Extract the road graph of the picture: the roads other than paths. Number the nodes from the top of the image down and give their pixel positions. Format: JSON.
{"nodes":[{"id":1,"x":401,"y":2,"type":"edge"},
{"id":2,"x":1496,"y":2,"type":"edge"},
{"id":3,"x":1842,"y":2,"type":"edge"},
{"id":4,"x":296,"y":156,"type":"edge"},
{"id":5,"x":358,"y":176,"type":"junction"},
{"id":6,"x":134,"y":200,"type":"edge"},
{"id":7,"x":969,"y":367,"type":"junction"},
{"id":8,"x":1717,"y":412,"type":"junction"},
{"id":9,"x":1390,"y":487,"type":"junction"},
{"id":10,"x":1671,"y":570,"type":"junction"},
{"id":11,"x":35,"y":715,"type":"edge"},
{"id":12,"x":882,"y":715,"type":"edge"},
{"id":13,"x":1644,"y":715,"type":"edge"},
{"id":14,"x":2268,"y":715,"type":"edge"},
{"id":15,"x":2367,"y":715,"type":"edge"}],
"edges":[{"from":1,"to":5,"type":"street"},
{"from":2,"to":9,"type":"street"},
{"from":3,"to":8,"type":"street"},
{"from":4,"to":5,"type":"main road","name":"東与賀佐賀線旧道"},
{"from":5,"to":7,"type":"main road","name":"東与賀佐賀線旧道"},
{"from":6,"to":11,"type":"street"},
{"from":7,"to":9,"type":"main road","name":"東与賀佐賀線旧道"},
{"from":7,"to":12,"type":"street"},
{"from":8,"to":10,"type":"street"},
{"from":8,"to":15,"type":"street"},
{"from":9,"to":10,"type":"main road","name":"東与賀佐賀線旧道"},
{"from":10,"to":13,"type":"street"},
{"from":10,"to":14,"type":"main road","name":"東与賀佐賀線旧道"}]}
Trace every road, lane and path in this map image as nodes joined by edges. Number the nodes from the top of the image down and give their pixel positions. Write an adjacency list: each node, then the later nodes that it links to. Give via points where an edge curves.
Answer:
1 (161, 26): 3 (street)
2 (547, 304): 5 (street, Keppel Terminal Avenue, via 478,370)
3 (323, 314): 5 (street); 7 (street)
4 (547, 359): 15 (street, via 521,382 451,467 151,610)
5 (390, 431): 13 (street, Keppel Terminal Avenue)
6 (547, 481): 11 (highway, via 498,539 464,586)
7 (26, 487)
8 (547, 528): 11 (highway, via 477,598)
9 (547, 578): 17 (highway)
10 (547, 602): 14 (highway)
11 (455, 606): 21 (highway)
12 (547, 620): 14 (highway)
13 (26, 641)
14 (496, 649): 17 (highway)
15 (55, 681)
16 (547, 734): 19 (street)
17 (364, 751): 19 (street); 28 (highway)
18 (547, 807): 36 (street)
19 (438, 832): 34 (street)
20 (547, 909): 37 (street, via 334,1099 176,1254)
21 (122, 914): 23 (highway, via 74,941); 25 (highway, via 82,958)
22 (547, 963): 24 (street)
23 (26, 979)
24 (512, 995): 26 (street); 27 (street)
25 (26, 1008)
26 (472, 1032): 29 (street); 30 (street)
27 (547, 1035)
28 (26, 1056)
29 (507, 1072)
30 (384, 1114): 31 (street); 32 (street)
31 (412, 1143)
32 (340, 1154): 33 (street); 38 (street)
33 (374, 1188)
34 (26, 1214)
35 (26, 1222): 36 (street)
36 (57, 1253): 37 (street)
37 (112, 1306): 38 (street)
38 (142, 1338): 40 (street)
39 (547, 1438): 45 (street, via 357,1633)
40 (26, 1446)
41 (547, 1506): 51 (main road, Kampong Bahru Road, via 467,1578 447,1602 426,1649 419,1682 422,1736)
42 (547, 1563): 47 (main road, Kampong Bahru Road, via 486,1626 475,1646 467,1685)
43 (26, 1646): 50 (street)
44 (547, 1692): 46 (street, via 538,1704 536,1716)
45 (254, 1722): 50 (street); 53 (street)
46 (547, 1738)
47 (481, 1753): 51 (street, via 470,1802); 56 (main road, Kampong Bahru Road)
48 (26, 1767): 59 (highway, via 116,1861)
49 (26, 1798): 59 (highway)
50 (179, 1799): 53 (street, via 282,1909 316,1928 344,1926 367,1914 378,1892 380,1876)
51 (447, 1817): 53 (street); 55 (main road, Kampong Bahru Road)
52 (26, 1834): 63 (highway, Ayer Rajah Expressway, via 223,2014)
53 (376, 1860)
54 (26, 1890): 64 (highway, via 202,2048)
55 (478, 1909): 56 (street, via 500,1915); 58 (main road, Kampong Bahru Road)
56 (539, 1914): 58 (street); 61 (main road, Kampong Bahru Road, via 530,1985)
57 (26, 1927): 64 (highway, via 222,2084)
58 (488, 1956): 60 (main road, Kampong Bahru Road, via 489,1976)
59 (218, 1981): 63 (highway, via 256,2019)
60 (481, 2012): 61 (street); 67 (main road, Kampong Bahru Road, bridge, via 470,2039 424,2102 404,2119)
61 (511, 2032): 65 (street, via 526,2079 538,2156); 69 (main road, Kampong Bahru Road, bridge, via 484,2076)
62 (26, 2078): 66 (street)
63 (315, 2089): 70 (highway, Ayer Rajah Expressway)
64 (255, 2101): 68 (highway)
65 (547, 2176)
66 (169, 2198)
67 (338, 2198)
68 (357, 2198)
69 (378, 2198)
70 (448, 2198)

§ TASK REQUIREMENTS
The lines above that include "down" should each be listed.

§ EXPECTED ANSWER
Extract the road graph of the picture: the roads other than paths. Number the nodes from the top of the image down and give their pixel positions. Format: JSON.
Trace every road, lane and path in this map image as nodes joined by edges. Number the nodes from the top of the image down and give their pixel positions. Write an adjacency list: each node, then the later nodes that it links to. Give via points where an edge curves.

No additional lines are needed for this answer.